── SOURCE MATERIAL ──

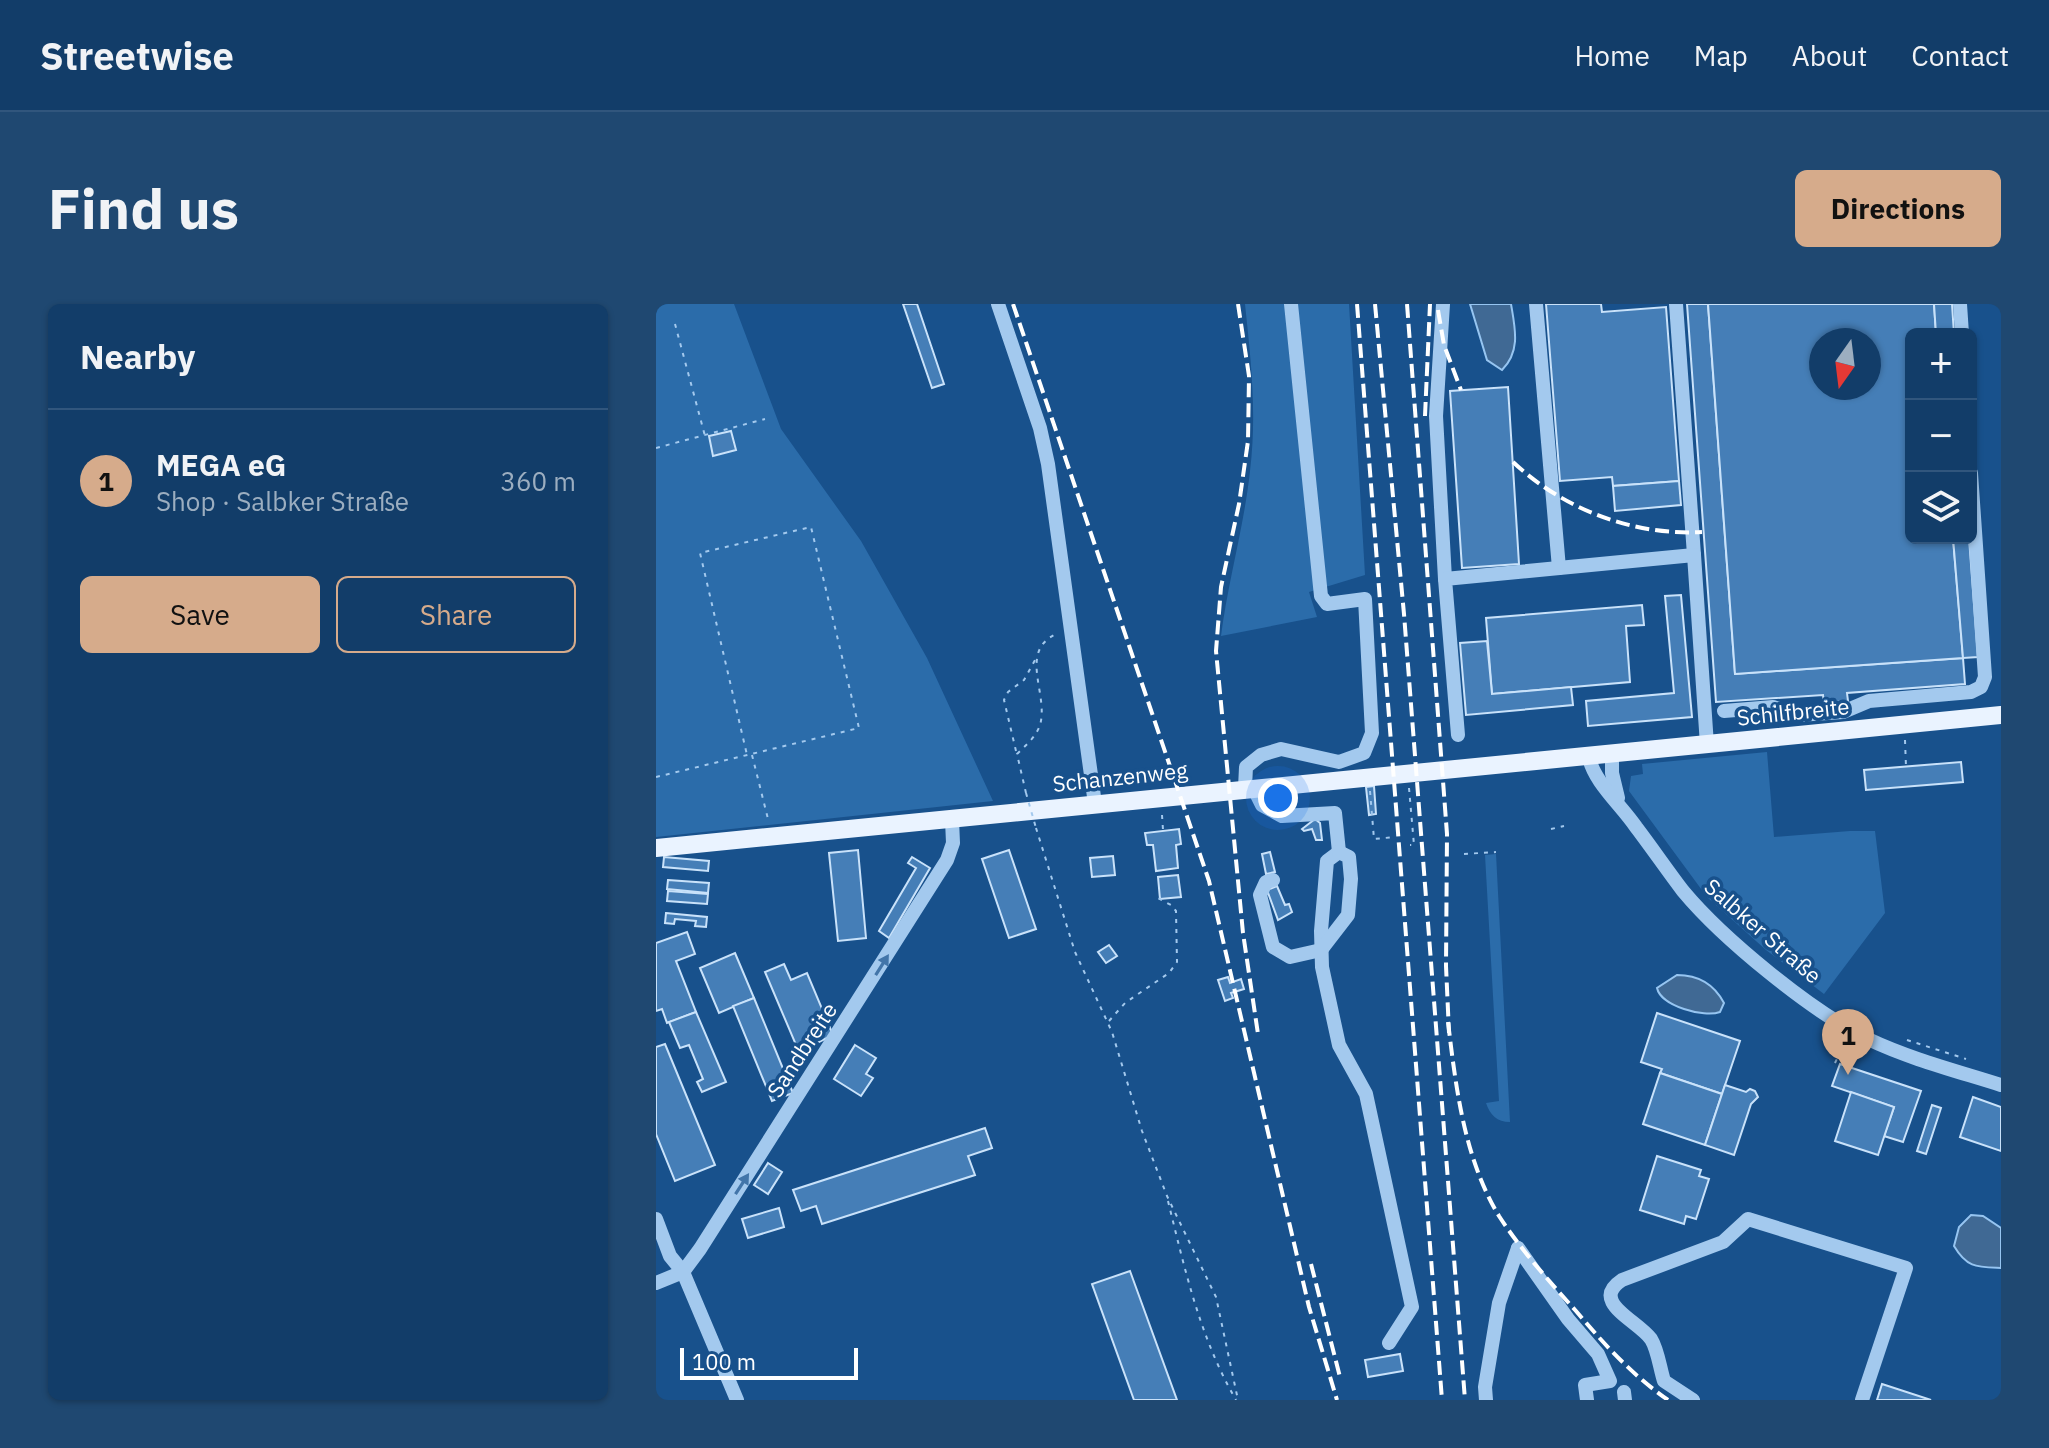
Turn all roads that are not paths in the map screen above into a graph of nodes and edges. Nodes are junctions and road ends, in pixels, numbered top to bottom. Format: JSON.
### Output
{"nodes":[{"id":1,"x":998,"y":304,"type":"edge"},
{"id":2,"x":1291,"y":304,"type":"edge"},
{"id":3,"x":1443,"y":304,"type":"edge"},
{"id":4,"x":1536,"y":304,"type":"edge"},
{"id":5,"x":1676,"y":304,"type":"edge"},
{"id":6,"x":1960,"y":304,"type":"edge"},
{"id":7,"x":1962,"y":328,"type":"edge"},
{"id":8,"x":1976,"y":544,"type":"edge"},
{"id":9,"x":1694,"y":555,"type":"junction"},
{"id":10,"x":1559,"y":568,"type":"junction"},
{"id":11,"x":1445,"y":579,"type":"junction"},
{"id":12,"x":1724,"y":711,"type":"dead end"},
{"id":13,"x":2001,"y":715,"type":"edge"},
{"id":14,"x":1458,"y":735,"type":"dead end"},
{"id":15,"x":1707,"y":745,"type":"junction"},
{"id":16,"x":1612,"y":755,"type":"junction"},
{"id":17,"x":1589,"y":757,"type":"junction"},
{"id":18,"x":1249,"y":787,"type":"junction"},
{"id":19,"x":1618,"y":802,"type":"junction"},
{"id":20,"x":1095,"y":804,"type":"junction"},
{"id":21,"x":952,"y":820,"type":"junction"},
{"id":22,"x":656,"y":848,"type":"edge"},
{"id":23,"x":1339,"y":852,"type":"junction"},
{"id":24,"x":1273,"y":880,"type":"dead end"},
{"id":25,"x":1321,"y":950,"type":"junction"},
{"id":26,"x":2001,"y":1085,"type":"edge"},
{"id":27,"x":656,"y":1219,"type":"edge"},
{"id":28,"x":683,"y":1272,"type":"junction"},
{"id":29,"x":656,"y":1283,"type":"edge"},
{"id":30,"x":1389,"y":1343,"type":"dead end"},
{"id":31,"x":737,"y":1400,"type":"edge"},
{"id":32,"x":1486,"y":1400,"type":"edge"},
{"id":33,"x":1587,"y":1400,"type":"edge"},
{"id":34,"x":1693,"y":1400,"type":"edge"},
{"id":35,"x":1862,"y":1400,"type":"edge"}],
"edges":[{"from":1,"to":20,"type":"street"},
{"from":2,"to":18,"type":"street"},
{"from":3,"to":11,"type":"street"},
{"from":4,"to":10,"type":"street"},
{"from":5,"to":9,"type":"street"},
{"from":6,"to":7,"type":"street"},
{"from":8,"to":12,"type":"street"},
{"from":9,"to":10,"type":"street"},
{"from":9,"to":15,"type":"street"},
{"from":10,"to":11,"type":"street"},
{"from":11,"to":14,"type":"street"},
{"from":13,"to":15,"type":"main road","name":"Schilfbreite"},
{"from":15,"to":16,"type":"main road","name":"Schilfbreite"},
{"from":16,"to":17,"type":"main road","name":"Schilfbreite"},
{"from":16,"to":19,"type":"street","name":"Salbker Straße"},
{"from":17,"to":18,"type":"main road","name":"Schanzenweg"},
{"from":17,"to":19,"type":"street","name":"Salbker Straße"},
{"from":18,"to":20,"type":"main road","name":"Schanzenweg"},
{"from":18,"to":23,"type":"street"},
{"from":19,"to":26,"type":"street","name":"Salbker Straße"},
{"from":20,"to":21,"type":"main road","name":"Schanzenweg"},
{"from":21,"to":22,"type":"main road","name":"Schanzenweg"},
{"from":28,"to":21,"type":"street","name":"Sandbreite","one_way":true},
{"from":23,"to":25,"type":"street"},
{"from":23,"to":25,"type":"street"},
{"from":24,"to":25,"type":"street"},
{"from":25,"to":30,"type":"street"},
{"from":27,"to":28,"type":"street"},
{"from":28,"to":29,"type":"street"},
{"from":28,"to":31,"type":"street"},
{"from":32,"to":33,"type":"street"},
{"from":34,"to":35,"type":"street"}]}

───

EXERCISE DESCRIPTION:
The entries above are to be repeated exactly, except for any pictures.

EXERCISE RESULT:
Turn all roads that are not paths in the map screen above into a graph of nodes and edges. Nodes are junctions and road ends, in pixels, numbered top to bottom. Format: JSON.
### Output
{"nodes":[{"id":1,"x":998,"y":304,"type":"edge"},
{"id":2,"x":1291,"y":304,"type":"edge"},
{"id":3,"x":1443,"y":304,"type":"edge"},
{"id":4,"x":1536,"y":304,"type":"edge"},
{"id":5,"x":1676,"y":304,"type":"edge"},
{"id":6,"x":1960,"y":304,"type":"edge"},
{"id":7,"x":1962,"y":328,"type":"edge"},
{"id":8,"x":1976,"y":544,"type":"edge"},
{"id":9,"x":1694,"y":555,"type":"junction"},
{"id":10,"x":1559,"y":568,"type":"junction"},
{"id":11,"x":1445,"y":579,"type":"junction"},
{"id":12,"x":1724,"y":711,"type":"dead end"},
{"id":13,"x":2001,"y":715,"type":"edge"},
{"id":14,"x":1458,"y":735,"type":"dead end"},
{"id":15,"x":1707,"y":745,"type":"junction"},
{"id":16,"x":1612,"y":755,"type":"junction"},
{"id":17,"x":1589,"y":757,"type":"junction"},
{"id":18,"x":1249,"y":787,"type":"junction"},
{"id":19,"x":1618,"y":802,"type":"junction"},
{"id":20,"x":1095,"y":804,"type":"junction"},
{"id":21,"x":952,"y":820,"type":"junction"},
{"id":22,"x":656,"y":848,"type":"edge"},
{"id":23,"x":1339,"y":852,"type":"junction"},
{"id":24,"x":1273,"y":880,"type":"dead end"},
{"id":25,"x":1321,"y":950,"type":"junction"},
{"id":26,"x":2001,"y":1085,"type":"edge"},
{"id":27,"x":656,"y":1219,"type":"edge"},
{"id":28,"x":683,"y":1272,"type":"junction"},
{"id":29,"x":656,"y":1283,"type":"edge"},
{"id":30,"x":1389,"y":1343,"type":"dead end"},
{"id":31,"x":737,"y":1400,"type":"edge"},
{"id":32,"x":1486,"y":1400,"type":"edge"},
{"id":33,"x":1587,"y":1400,"type":"edge"},
{"id":34,"x":1693,"y":1400,"type":"edge"},
{"id":35,"x":1862,"y":1400,"type":"edge"}],
"edges":[{"from":1,"to":20,"type":"street"},
{"from":2,"to":18,"type":"street"},
{"from":3,"to":11,"type":"street"},
{"from":4,"to":10,"type":"street"},
{"from":5,"to":9,"type":"street"},
{"from":6,"to":7,"type":"street"},
{"from":8,"to":12,"type":"street"},
{"from":9,"to":10,"type":"street"},
{"from":9,"to":15,"type":"street"},
{"from":10,"to":11,"type":"street"},
{"from":11,"to":14,"type":"street"},
{"from":13,"to":15,"type":"main road","name":"Schilfbreite"},
{"from":15,"to":16,"type":"main road","name":"Schilfbreite"},
{"from":16,"to":17,"type":"main road","name":"Schilfbreite"},
{"from":16,"to":19,"type":"street","name":"Salbker Straße"},
{"from":17,"to":18,"type":"main road","name":"Schanzenweg"},
{"from":17,"to":19,"type":"street","name":"Salbker Straße"},
{"from":18,"to":20,"type":"main road","name":"Schanzenweg"},
{"from":18,"to":23,"type":"street"},
{"from":19,"to":26,"type":"street","name":"Salbker Straße"},
{"from":20,"to":21,"type":"main road","name":"Schanzenweg"},
{"from":21,"to":22,"type":"main road","name":"Schanzenweg"},
{"from":28,"to":21,"type":"street","name":"Sandbreite","one_way":true},
{"from":23,"to":25,"type":"street"},
{"from":23,"to":25,"type":"street"},
{"from":24,"to":25,"type":"street"},
{"from":25,"to":30,"type":"street"},
{"from":27,"to":28,"type":"street"},
{"from":28,"to":29,"type":"street"},
{"from":28,"to":31,"type":"street"},
{"from":32,"to":33,"type":"street"},
{"from":34,"to":35,"type":"street"}]}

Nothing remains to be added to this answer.